Se invece si decide di fare un’antologia di tendenza, se si vuole difendere, in modo discutibile e legittimo, che una poesia è la poesia, allora bisogna essere estremamente coerenti e chiari con le proprie scelte, e se si lavora tra due orizzonti culturali, è importante chiarire dove ci si posiziona nell’uno e nell’altro, o nell’uno rispetto all’altro. Quello che io definisco “attraversamento”, è qualcosa che assomiglia molto di più a quest’ultima situazione. Con una precisazione importante per quel che mi riguarda: ci sono forme ed esperienze poetiche che trovo degne del massimo interesse, altre che non ne me ne suscitano alcuno. Mi sarebbe difficile, però, argomentare che la poesia di mio interesse corrisponda all’essenza della poesia, o risponda in modo indubitabile alla fisionomia che la poesia dovrebbe avere oggi.

3. Cronaca di qualche passaggio

L’attraversamento di cui parlo, ora, non è solo importante per il piccolo gruppo di poeti italiani che coinvolge, ma per le prospettive critiche e teoriche che apre, e per i nuovi autori francesi che permette di conoscere. Su riviste specializzate come «Testo a fronte» o «Semicerchio», è possibile rintracciare una variegata attività di traduzione che riguarda il panorama francese e più generalmente francofono. Spesso, però, gli autori sono studiosi e ricercatori universitari, e si pongono quindi di fronte al testo originale con un distacco e soprattutto con delle motivazioni che non sono quelle di un poeta. Qui ovviamente non è in discussione la qualità della traduzione, ma la portata più o meno ampia che può avere. Il caso che ci interessa non è quello di un poeta mosso dalla curiosità o dalla sfida per l’esercizio letterario della traduzione, ma l’attrazione per un certo tipo di scrittura, di forma, di processo poetico. Attrazione che, nell’atto di tradurre, trova l’occasione più efficace di rimettere in gioco anche la propria lingua e in direzioni inedite.
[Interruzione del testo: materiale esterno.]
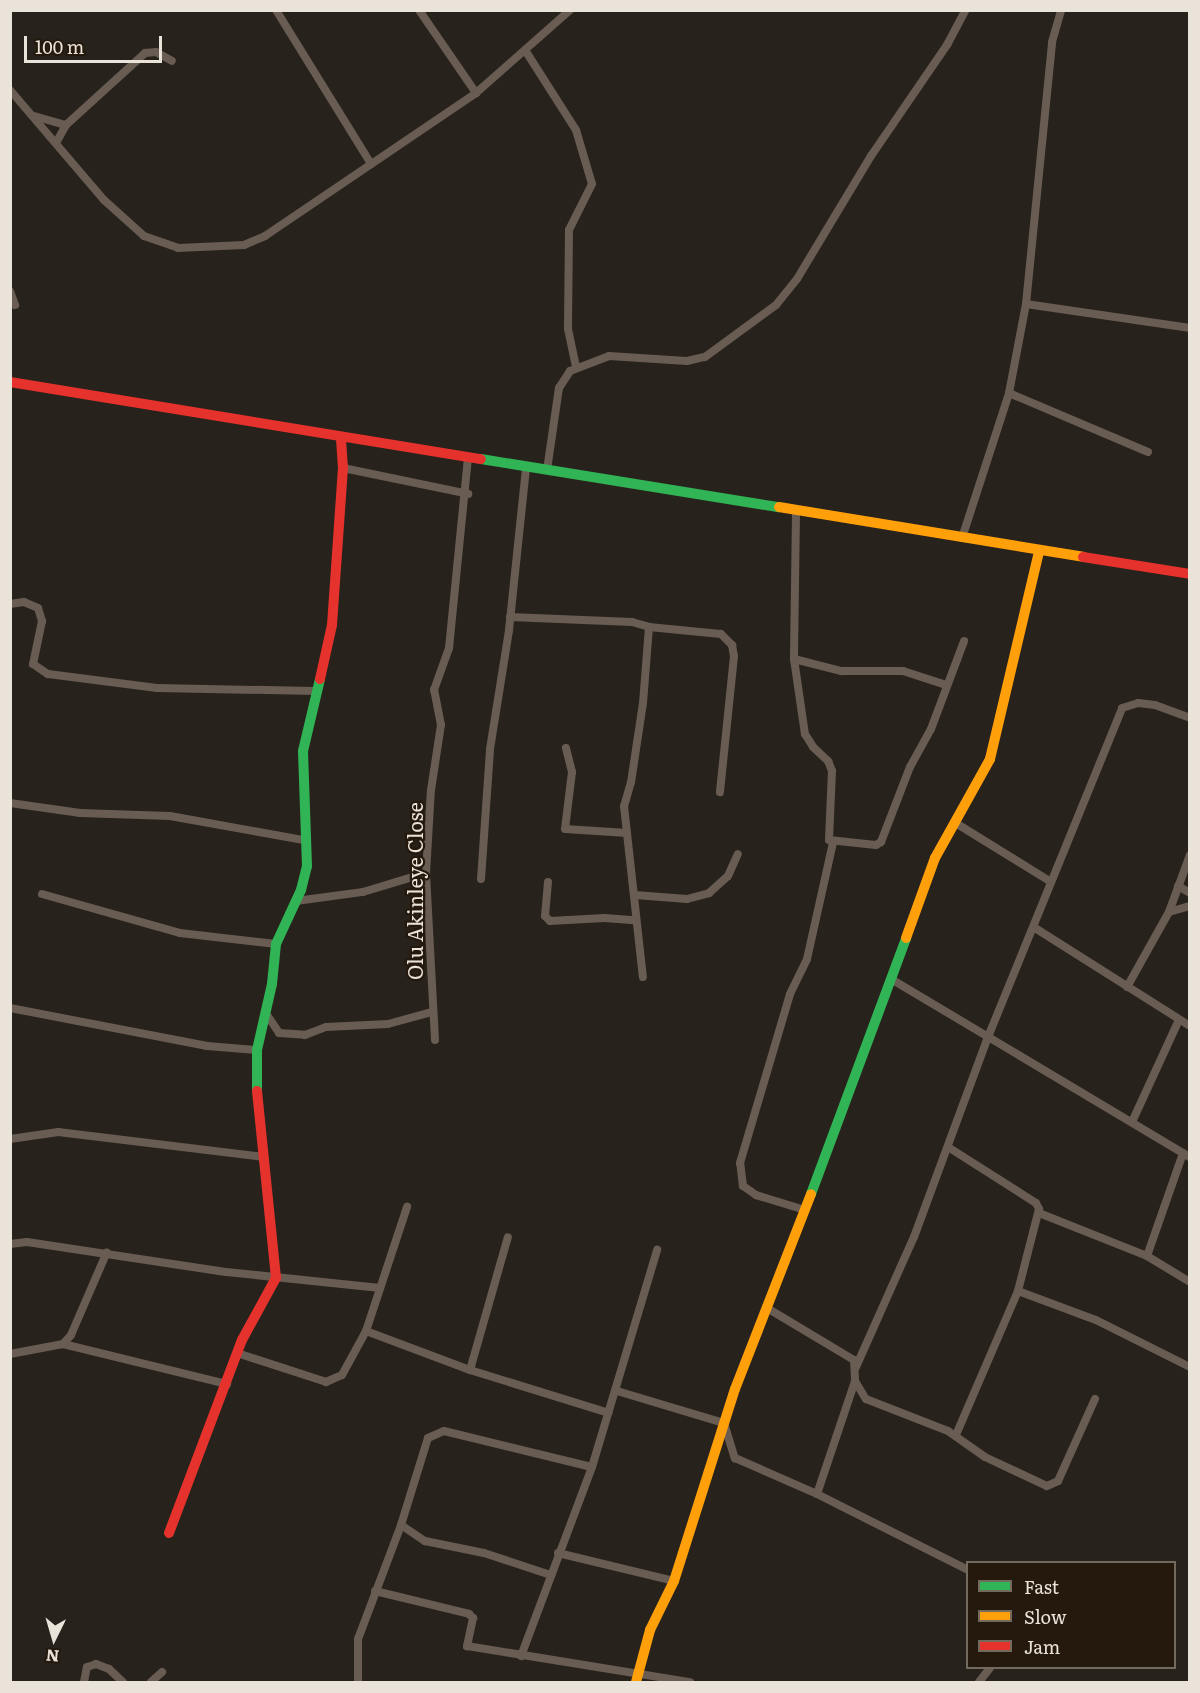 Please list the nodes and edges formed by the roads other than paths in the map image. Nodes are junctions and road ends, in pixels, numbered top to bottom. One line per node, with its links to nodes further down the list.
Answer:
1 (276, 10): 13 (street)
2 (419, 10): 9 (street)
3 (570, 10): 6 (street)
4 (966, 10): 18 (street)
5 (1061, 10): 15 (street)
6 (525, 50): 9 (street); 18 (street)
7 (172, 61): 11 (street)
8 (10, 90): 10 (street)
9 (476, 93): 13 (street)
10 (32, 116): 11 (street); 12 (street)
11 (66, 125): 12 (street)
12 (56, 144): 13 (street)
13 (371, 164)
14 (10, 291): 16 (street)
15 (1026, 304): 17 (street); 20 (street)
16 (15, 305)
17 (1190, 328)
18 (576, 367): 26 (street)
19 (10, 382): 21 (street)
20 (1008, 393): 22 (street); 29 (street)
21 (341, 437): 23 (street); 25 (street)
22 (1148, 452)
23 (468, 459): 24 (street); 27 (street, Olu Akinleye Close)
24 (526, 467): 26 (street); 33 (street)
25 (343, 468): 27 (street); 38 (street)
26 (547, 470): 28 (street)
27 (468, 494): 49 (street, Olu Akinleye Close)
28 (795, 513): 29 (street); 36 (street)
29 (962, 538): 30 (street)
30 (1039, 551): 31 (street); 43 (street)
31 (1190, 574)
32 (10, 604): 38 (street)
33 (510, 617): 34 (street); 50 (street)
34 (649, 627): 41 (street); 44 (street)
35 (963, 641): 37 (street)
36 (794, 659): 37 (street); 46 (street)
37 (946, 685): 46 (street)
38 (316, 691): 45 (street)
39 (1190, 718): 52 (street)
40 (566, 748): 44 (street)
41 (720, 792)
42 (10, 802): 45 (street)
43 (954, 822): 52 (street); 64 (street)
44 (627, 833): 56 (street)
45 (304, 840): 57 (street)
46 (833, 843): 80 (street)
47 (738, 854): 56 (street)
48 (1190, 855): 53 (street)
49 (426, 873): 57 (street); 68 (street, Olu Akinleye Close)
50 (481, 879)
51 (548, 882): 60 (street)
52 (1051, 882): 61 (street)
53 (1178, 886): 54 (street); 59 (street)
54 (1190, 893)
55 (42, 894): 62 (street)
56 (635, 895): 60 (street)
57 (296, 901): 62 (street)
58 (1190, 906): 59 (street)
59 (1169, 912): 65 (street)
60 (635, 921): 63 (street)
61 (1035, 928): 65 (street); 71 (street)
62 (276, 944): 67 (street)
63 (643, 977)
64 (891, 979): 71 (street); 80 (street)
65 (1127, 987): 69 (street)
66 (10, 1008): 73 (street)
67 (265, 1012): 68 (street); 73 (street)
68 (432, 1012): 72 (street, Olu Akinleye Close)
69 (1179, 1020): 70 (street); 74 (street)
70 (1190, 1026)
71 (988, 1037): 74 (street); 76 (street)
72 (435, 1040)
73 (257, 1050): 78 (street)
74 (1132, 1122): 77 (street)
75 (10, 1139): 78 (street)
76 (948, 1147): 81 (street); 96 (street)
77 (1186, 1155): 86 (street)
78 (264, 1157): 87 (street)
79 (407, 1207): 89 (street)
80 (805, 1210): 91 (street)
81 (1038, 1214): 86 (street); 90 (street)
82 (508, 1237): 98 (street)
83 (10, 1244): 85 (street)
84 (657, 1250): 101 (street)
85 (107, 1252): 87 (street); 93 (street)
86 (1147, 1256): 88 (street)
87 (276, 1278): 89 (street); 94 (street)
88 (1190, 1282)
89 (380, 1288): 92 (street)
90 (1018, 1292): 97 (street); 105 (street)
91 (767, 1308): 96 (street); 104 (street)
92 (366, 1331): 94 (street); 98 (street)
93 (63, 1344): 95 (street); 100 (street)
94 (237, 1353): 100 (street)
95 (10, 1354)
96 (856, 1367): 99 (street)
97 (1190, 1367)
98 (470, 1370): 103 (street)
99 (855, 1381): 105 (street); 107 (street)
100 (227, 1384): 109 (street)
101 (617, 1391): 103 (street); 104 (street)
102 (1095, 1399): 105 (street)
103 (609, 1413): 106 (street)
104 (724, 1423): 107 (street); 113 (street)
105 (956, 1435)
106 (592, 1467): 108 (street); 110 (street)
107 (817, 1494): 111 (street)
108 (401, 1525): 112 (street); 114 (street)
109 (169, 1533)
110 (558, 1553): 112 (street); 113 (street)
111 (966, 1569)
112 (551, 1575): 115 (street)
113 (675, 1581): 118 (street)
114 (375, 1591): 115 (street); 122 (street)
115 (521, 1656): 118 (street)
116 (989, 1669): 124 (street)
117 (162, 1672): 121 (street)
118 (636, 1677): 123 (street)
119 (84, 1683): 120 (street)
120 (123, 1683)
121 (151, 1683)
122 (358, 1683)
123 (690, 1683)
124 (979, 1683) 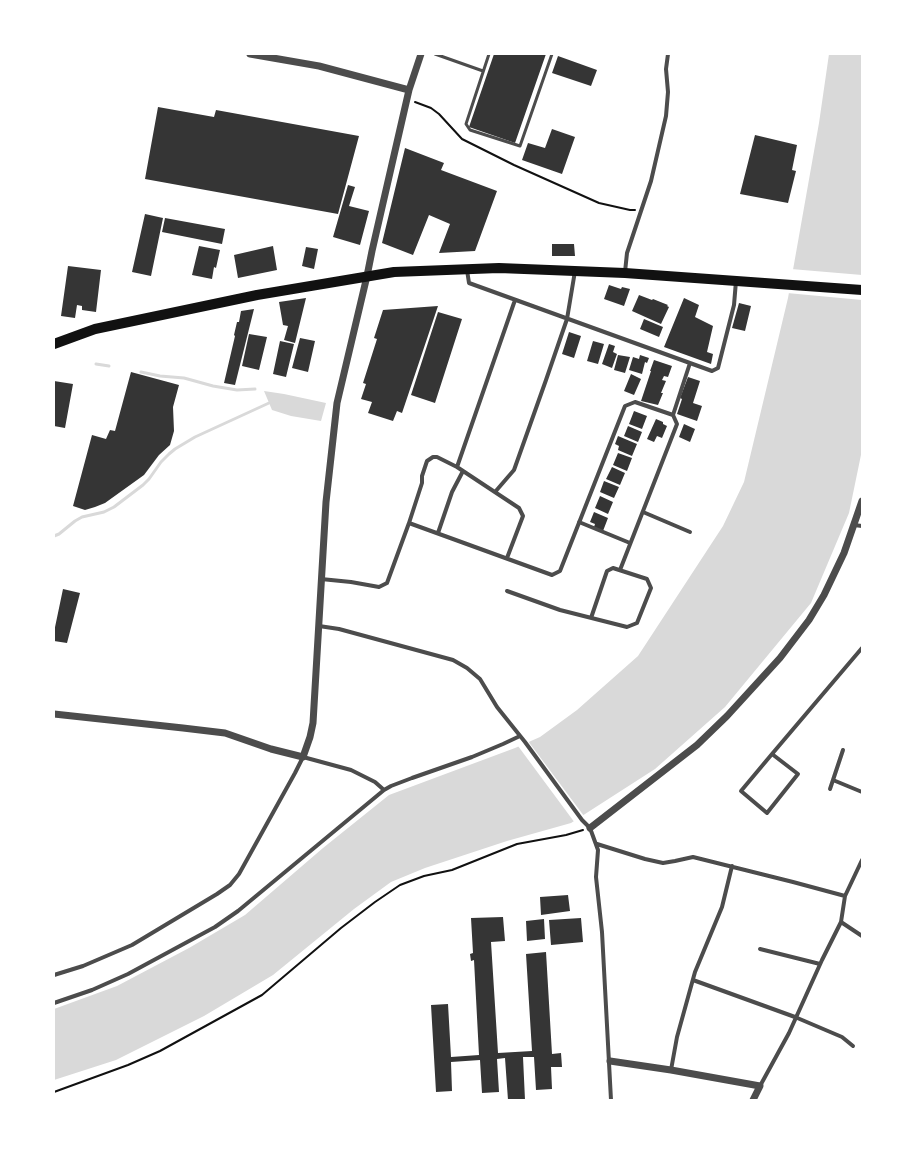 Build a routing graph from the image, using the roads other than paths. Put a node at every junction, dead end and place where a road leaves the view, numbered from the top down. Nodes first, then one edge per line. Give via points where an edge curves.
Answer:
1 (250, 54) edge
2 (421, 54) edge
3 (435, 54) edge
4 (489, 54) edge
5 (552, 54) edge
6 (668, 54) edge
7 (483, 71) junction
8 (409, 90) junction
9 (467, 269) junction
10 (575, 271) junction
11 (625, 273) junction
12 (367, 276) junction
13 (736, 280) junction
14 (862, 290) edge
15 (515, 300) junction
16 (567, 319) junction
17 (54, 344) edge
18 (690, 363) junction
19 (673, 415) junction
20 (457, 467) junction
21 (463, 471) junction
22 (496, 492) junction
23 (862, 501) edge
24 (643, 512) junction
25 (579, 522) junction
26 (410, 523) junction
27 (854, 525) junction
28 (862, 526) edge
29 (690, 532) dead end
30 (438, 533) junction
31 (630, 543) junction
32 (507, 558) junction
33 (620, 570) junction
34 (321, 579) junction
35 (507, 591) dead end
36 (591, 618) junction
37 (318, 626) junction
38 (862, 648) edge
39 (54, 714) edge
40 (520, 736) junction
41 (843, 750) dead end
42 (772, 754) junction
43 (303, 757) junction
44 (833, 780) junction
45 (830, 789) dead end
46 (384, 790) junction
47 (862, 792) edge
48 (590, 828) junction
49 (597, 844) junction
50 (862, 860) edge
51 (732, 866) junction
52 (845, 896) junction
53 (841, 922) junction
54 (862, 936) edge
55 (760, 949) dead end
56 (820, 964) junction
57 (54, 975) edge
58 (693, 980) junction
59 (54, 1003) edge
60 (795, 1017) junction
61 (853, 1046) dead end
62 (610, 1061) junction
63 (671, 1070) junction
64 (760, 1086) junction
65 (611, 1100) edge
66 (753, 1100) edge

1 - 8 street via 319,66
2 - 8 street
3 - 7 lane
4 - 7 lane
5 - 7 lane via 520,146 470,130 466,124
6 - 11 street via 666,116 651,181 627,252
8 - 12 street
9 - 10 highway
9 - 12 highway via 394,272
9 - 15 street via 469,284
10 - 11 highway
10 - 16 street
11 - 13 highway
12 - 17 highway via 257,295 95,329
12 - 34 street via 336,410
13 - 14 highway
13 - 18 street via 734,305 718,368 712,371
15 - 16 street
15 - 20 street
16 - 18 street
16 - 22 street via 514,470
18 - 19 street
19 - 24 street via 677,424
19 - 25 street via 635,402 625,406
20 - 21 street
20 - 26 street via 437,457 427,461
21 - 22 street
21 - 30 street via 452,492
22 - 32 street via 520,508 523,516
23 - 27 street
24 - 29 street
24 - 31 street
25 - 31 street
25 - 32 street via 560,570 552,574
26 - 30 street
26 - 34 street via 387,583 379,587
27 - 28 street
27 - 48 street via 824,595 809,620 780,658 697,745
30 - 32 street
31 - 33 street
33 - 36 street via 613,568 607,571
33 - 36 street via 647,579 651,588 637,623 627,627
34 - 37 street
35 - 36 street
37 - 40 street via 339,629 453,660 480,679 497,707
37 - 43 street via 313,723
38 - 42 street
39 - 43 street via 225,733
40 - 46 street
40 - 48 street
41 - 44 street
42 - 42 street via 741,791 767,813 798,774
43 - 46 street via 351,770 375,782
43 - 57 street via 239,874 230,885 132,945 83,966
44 - 45 street
44 - 47 street
46 - 59 street via 277,880 215,927 128,974
48 - 49 street
49 - 51 street via 663,863 693,857
49 - 62 street via 596,877
50 - 52 street
51 - 52 street
51 - 58 street via 722,907
52 - 53 street
53 - 54 street
53 - 56 street
55 - 56 street
56 - 60 street
58 - 60 street
58 - 63 street via 677,1037
60 - 61 street via 842,1037
60 - 64 street
62 - 63 street
62 - 65 street
63 - 64 street
64 - 66 street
Senza dubbio verso le frontiere della poesia francese sono oggi in atto, da parte di giovani poeti italiani, molteplici attraversamenti. Per altro, collane di poesia legate a riviste come «Atelier» o «La clessidra», manifestano un sempre maggiore interesse per la poesia straniera. In questo atteggiamento, io vedo la rinuncia a un sentimento di soddisfatta autosufficienza nei confronti della propria cultura. E mi sembra un dato molto positivo.

Di vera e propria insoddisfazione, come molla di una famelica curiosità, bisogna invece parlare per autori quali Andrea Raos, Michele Zaffarano, Massimo Sannelli, Gherardo Bortolotti, Alessandro Broggi e Marco Giovenale, oltre che per il sottoscritto. Quattro di questi autori (Bortolotti, Broggi, Giovenale, Zaffarano), oggi, curano assieme GAMMM, che è un blog che «dà ospitalità alla ricerca». GAMMM rappresenta senz’altro uno dei progetti di poesia in rete più interessanti, in quanto si dedica a diversi tipi di attraversamento, principalmente in direzione delle arti visive e della poesia statunitense e francese. Questi continui passaggi di frontiera hanno ovviamente degli effetti sulla riflessione teorica del gruppo e soprattutto sulle diverse modalità di scrittura che ognuno dei suoi componenti realizza. E questo vale ovviamente anche per Raos, Sannelli e me. Alcuni di noi sono coinvolti in un lavoro abbastanza costante di traduzione (Raos, Zaffarano, Sannelli, ed io), altri sono più sollecitati da un punto di vista teorico e critico (Bortolotti, Broggi, Giovenale). Tutti quanti, però, ritengono decisivo l’incontro con alcuni autori francesi. E quasi sempre questo incontro è avvenuto, per ognuno, in modi e tempi diversi, e non in virtù di una trasmissione omogenea e simultanea dell’interesse.
Andrebbero menzionati in tale frangente almeno altri due poeti, oltre che narratori e saggisti: Francesco Forlani e Massimo Rizzante. Entrambi sono dei profondi conoscitori della letteratura francese contemporanea, ma più rivolti al versante della saggistica e della narrativa. Forlani ha abitato per molti anni a Parigi, animando una rivista internazionale d’arte e letteratura («Paso Doble»). Oggi dirige «Sud. Rivista Europea», che pubblica spesso autori francesi o francofoni (Michéa, Izzo, Kral, Danielou). Massimo Rizzante, che partecipò al seminario parigino di Kundera sul romanzo, è da anni redattore dell’«Atelier du roman», una rivista unica nel suo genere, che difende un’idea di saggistica d’autore sul romanzo, contro il tecnicismo di tanta critica e teoria universitaria.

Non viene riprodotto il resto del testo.